#### EXERCISE OBJECTIVE
Leave the images out, and copy each of the records below exactly.

DATASET EXCERPTS Block Start

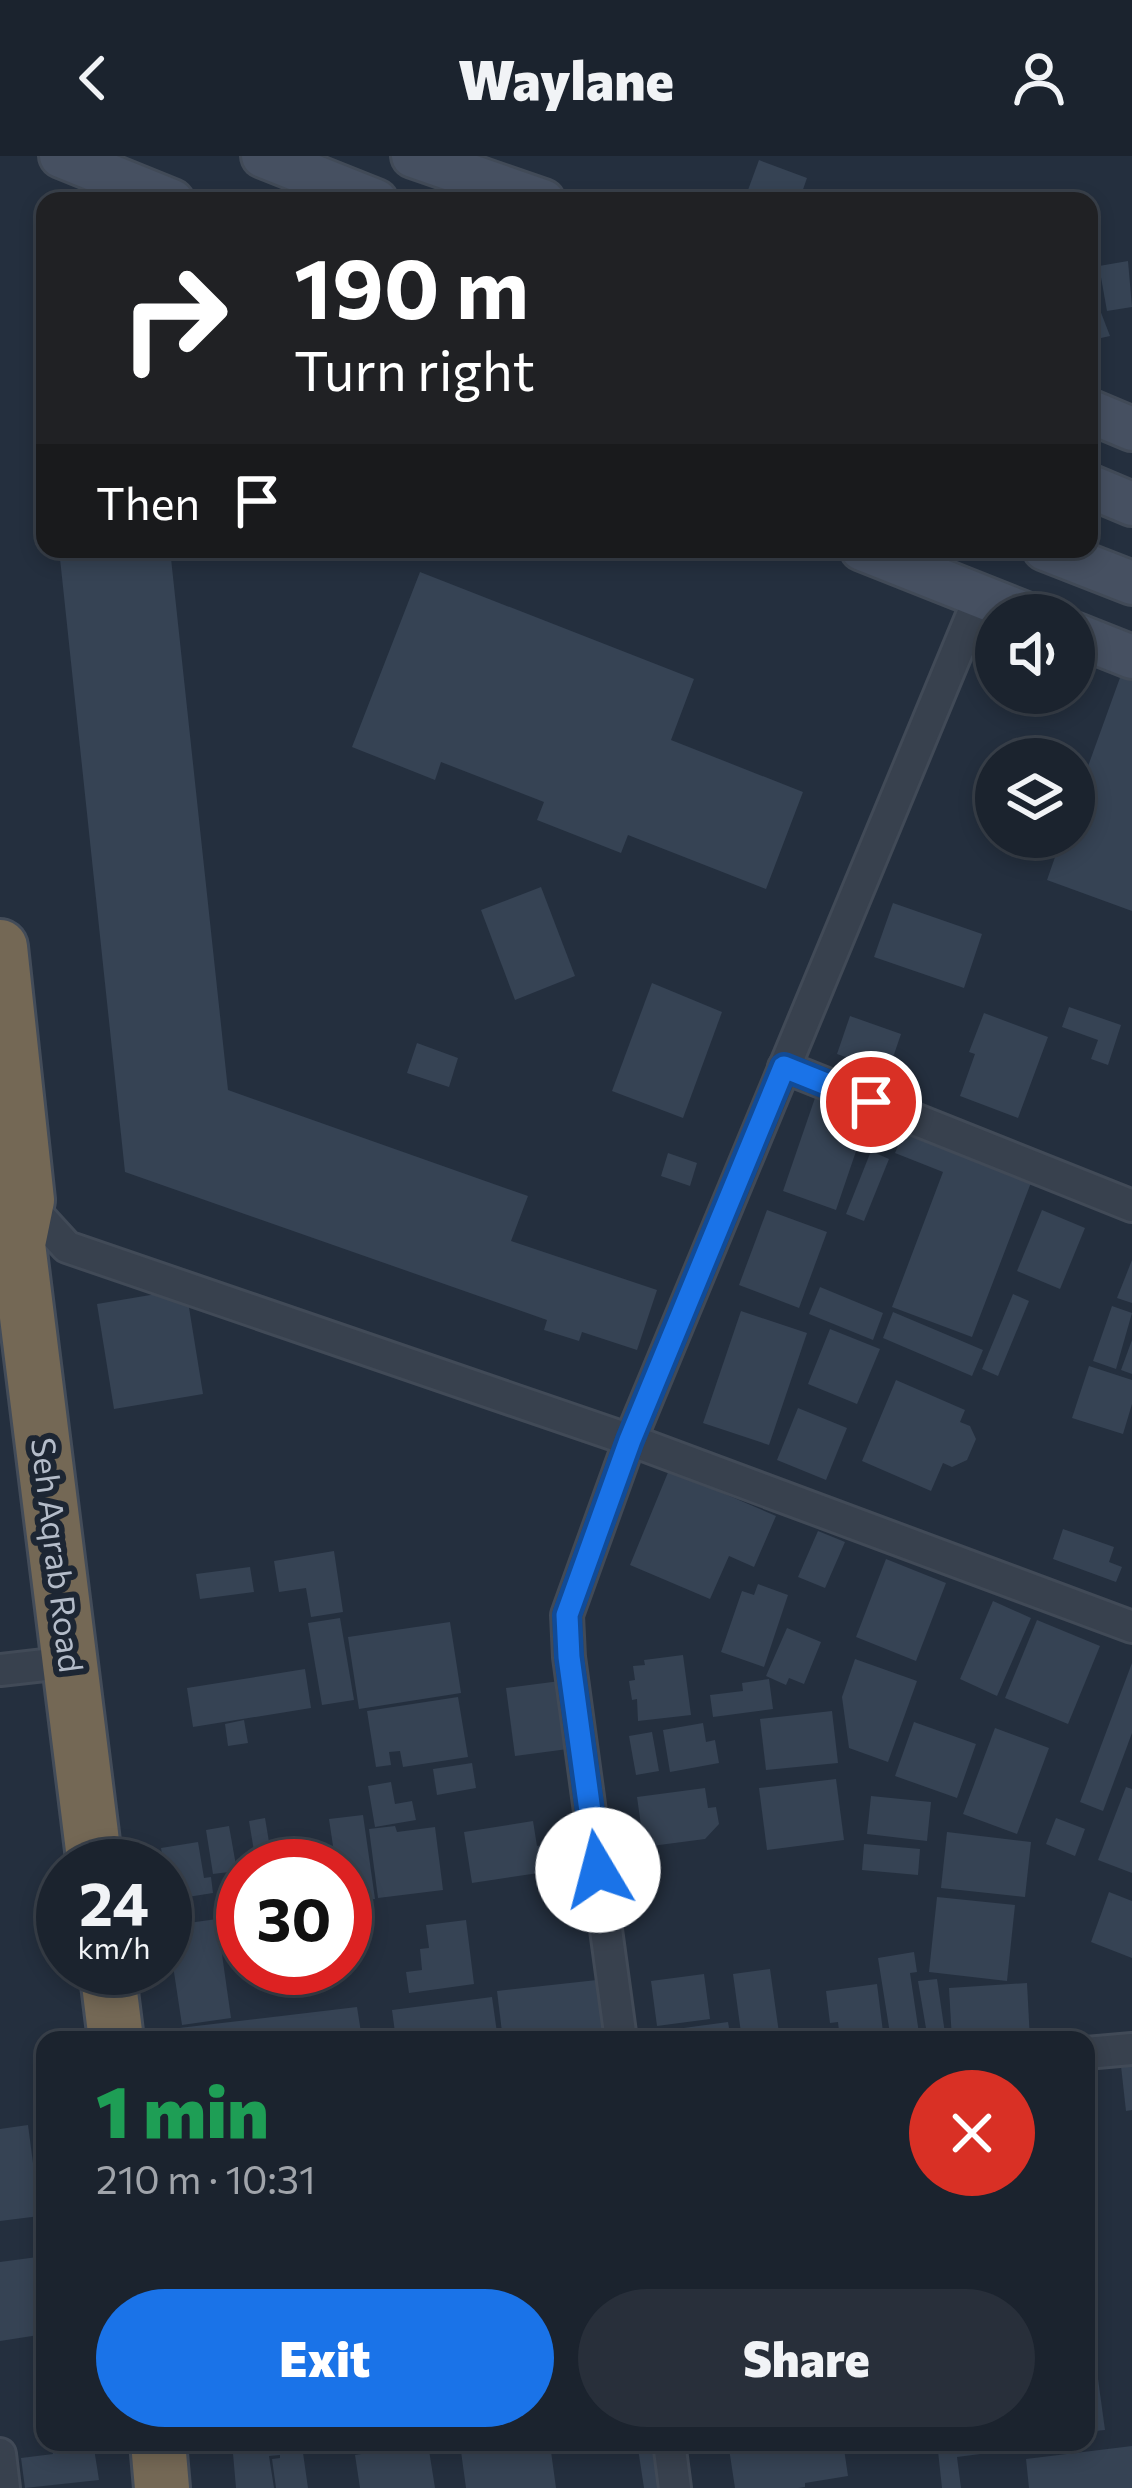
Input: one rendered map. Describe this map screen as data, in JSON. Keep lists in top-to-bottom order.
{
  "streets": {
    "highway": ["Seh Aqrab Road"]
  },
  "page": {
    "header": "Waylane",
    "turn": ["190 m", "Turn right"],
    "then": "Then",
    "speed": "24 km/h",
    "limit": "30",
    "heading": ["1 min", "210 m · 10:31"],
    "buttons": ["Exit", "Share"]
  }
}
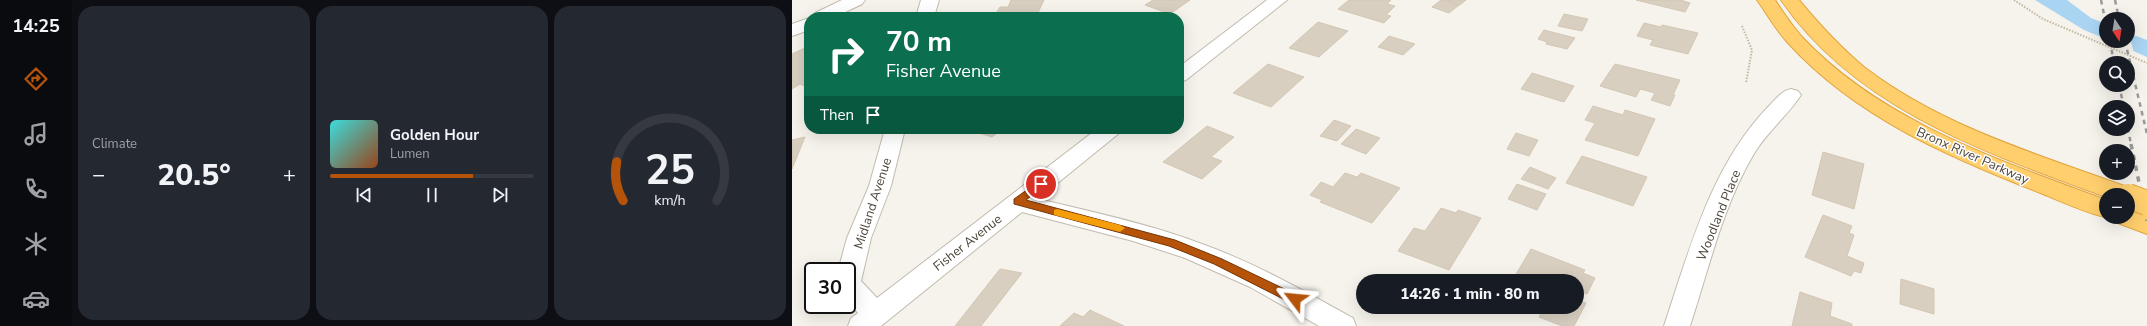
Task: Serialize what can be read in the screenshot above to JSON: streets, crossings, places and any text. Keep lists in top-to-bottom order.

DATASET EXCERPTS Block End

#### SOLUTION FOR THIS PROBLEM
Input: one rendered map. Describe this map screen as data, in JSON. Keep lists in top-to-bottom order.
{
  "streets": {
    "highway": ["Seh Aqrab Road"]
  },
  "page": {
    "header": "Waylane",
    "turn": ["190 m", "Turn right"],
    "then": "Then",
    "speed": "24 km/h",
    "limit": "30",
    "heading": ["1 min", "210 m · 10:31"],
    "buttons": ["Exit", "Share"]
  }
}
Task: Serialize what can be read in the screenshot above to JSON: streets, crossings, places and any text. Keep lists in top-to-bottom order.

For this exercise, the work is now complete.